Other things have helped change my mind. R.J. Rummel of the University of Hawaii calculates that in the twentieth century alone, states murdered about 162,000,000 million of their own subjects [the actual figure is 262 million]. This figure doesn’t include the tens of millions of foreigners they killed in war. How, then, can we speak of states “protecting” their people? No amount of private crime could have claimed such a toll. As for warfare, Paul Fussell’s book WARTIME portrays battle with such horrifying vividness that, although this wasn’t its intention, I came to doubt whether any war could be justified…
The essence of the state is its legal monopoly of force. But force is subhuman; in words I quote incessantly, Simone Weil defined it as “that which turns a person into a thing — either corpse or slave.” It may sometimes be a necessary evil, in self-defense or defense of the innocent, but nobody can have by right what the state claims: an exclusive privilege of using it.
It’s entirely possible that states — organized force — will always rule this world, and that we will have at best a choice among evils. And some states are worse than others in important ways: anyone in his right mind would prefer living in the United States to life under a Stalin. But to say a thing is inevitable, or less onerous than something else, is not to say it is good.
For most people, “anarchy” is a disturbing word, suggesting chaos, violence, antinomianism — things they hope the state can control or prevent. The term “state,” despite its bloody history, doesn’t disturb them. Yet it’s the state that is truly chaotic, because it means the rule of the strong and cunning. They imagine that anarchy would naturally terminate in the rule of thugs. But mere thugs can’t assert a plausible *right* to rule. Only the state, with its propaganda apparatus, can do that. This is what “legitimacy” means. Anarchists obviously need a more seductive label.

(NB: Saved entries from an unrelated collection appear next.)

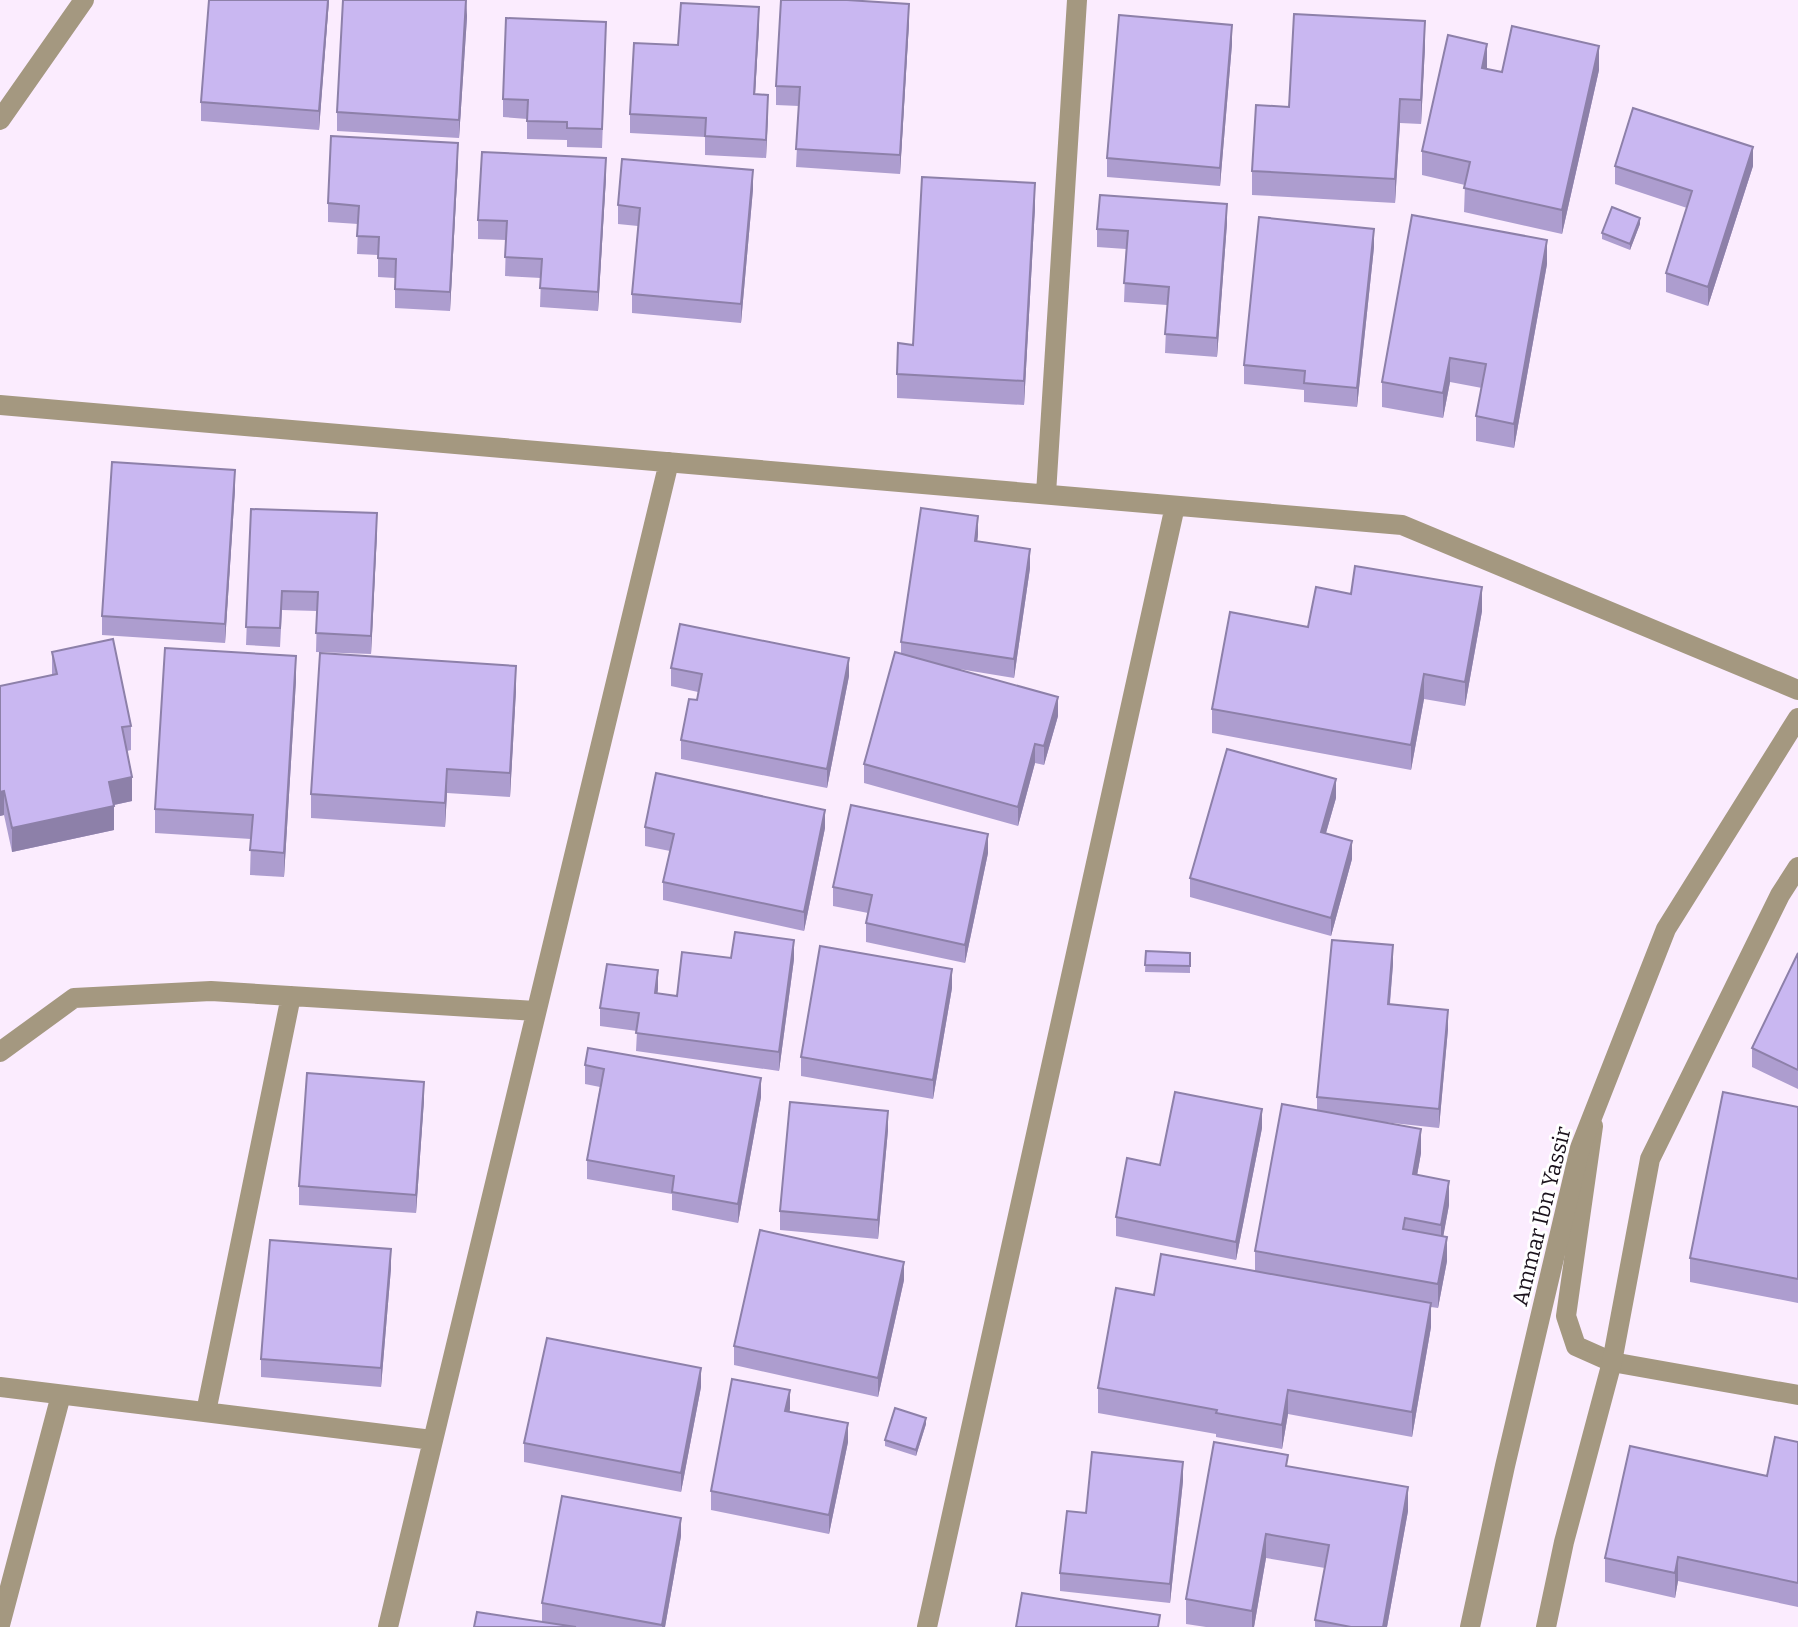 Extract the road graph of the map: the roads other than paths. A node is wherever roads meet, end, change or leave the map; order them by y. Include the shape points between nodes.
1 (84, 0) edge
2 (1077, 0) edge
3 (0, 120) edge
4 (0, 405) edge
5 (669, 462) junction
6 (1046, 494) junction
7 (1175, 506) junction
8 (1798, 690) edge
9 (1798, 718) edge
10 (1798, 867) edge
11 (291, 996) junction
12 (535, 1011) junction
13 (0, 1052) edge
14 (1595, 1111) junction
15 (1612, 1362) junction
16 (0, 1387) edge
17 (61, 1395) junction
18 (1798, 1395) edge
19 (206, 1412) junction
20 (432, 1440) junction
21 (0, 1625) edge
22 (388, 1627) edge
23 (927, 1627) edge
24 (1470, 1627) edge
25 (1546, 1627) edge

1 - 3 street
2 - 6 street
4 - 5 street
5 - 6 street
5 - 12 street
6 - 7 street
7 - 8 street via 1402,525
7 - 23 street
9 - 14 street, Ammar Ibn Yassir via 1666,929
10 - 15 street via 1650,1159
11 - 12 street
11 - 13 street via 211,991 74,998
11 - 19 street
12 - 20 street
14 - 15 street via 1566,1316 1576,1346
14 - 24 street, Ammar Ibn Yassir via 1580,1148
15 - 18 street
15 - 25 street
16 - 17 street
17 - 19 street
17 - 21 street
19 - 20 street
20 - 22 street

“But what would you replace the state with?” The question reveals an inability to imagine human society without the state. Yet it would seem that an institution that can take 200,000,000 lives within a century hardly needs to be “replaced.”
Christians, and especially Americans, have long been misled about all this by their good fortune. Since the conversion of Rome, most Western rulers have been more or less inhibited by Christian morality (though, often enough, not so’s you’d notice), and even warfare became somewhat civilized for centuries; and this has bred the assumption that the state isn’t necessarily an evil at all. But as that morality loses its cultural grip, as it is rapidly doing, this confusion will dissipate. More and more we can expect the state to show its nature nakedly.
For me this is anything but a happy conclusion. I miss the serenity of believing I lived under a good government, wisely designed and benevolent in its operation. But, as St. Paul says, there comes a time to put away childish things.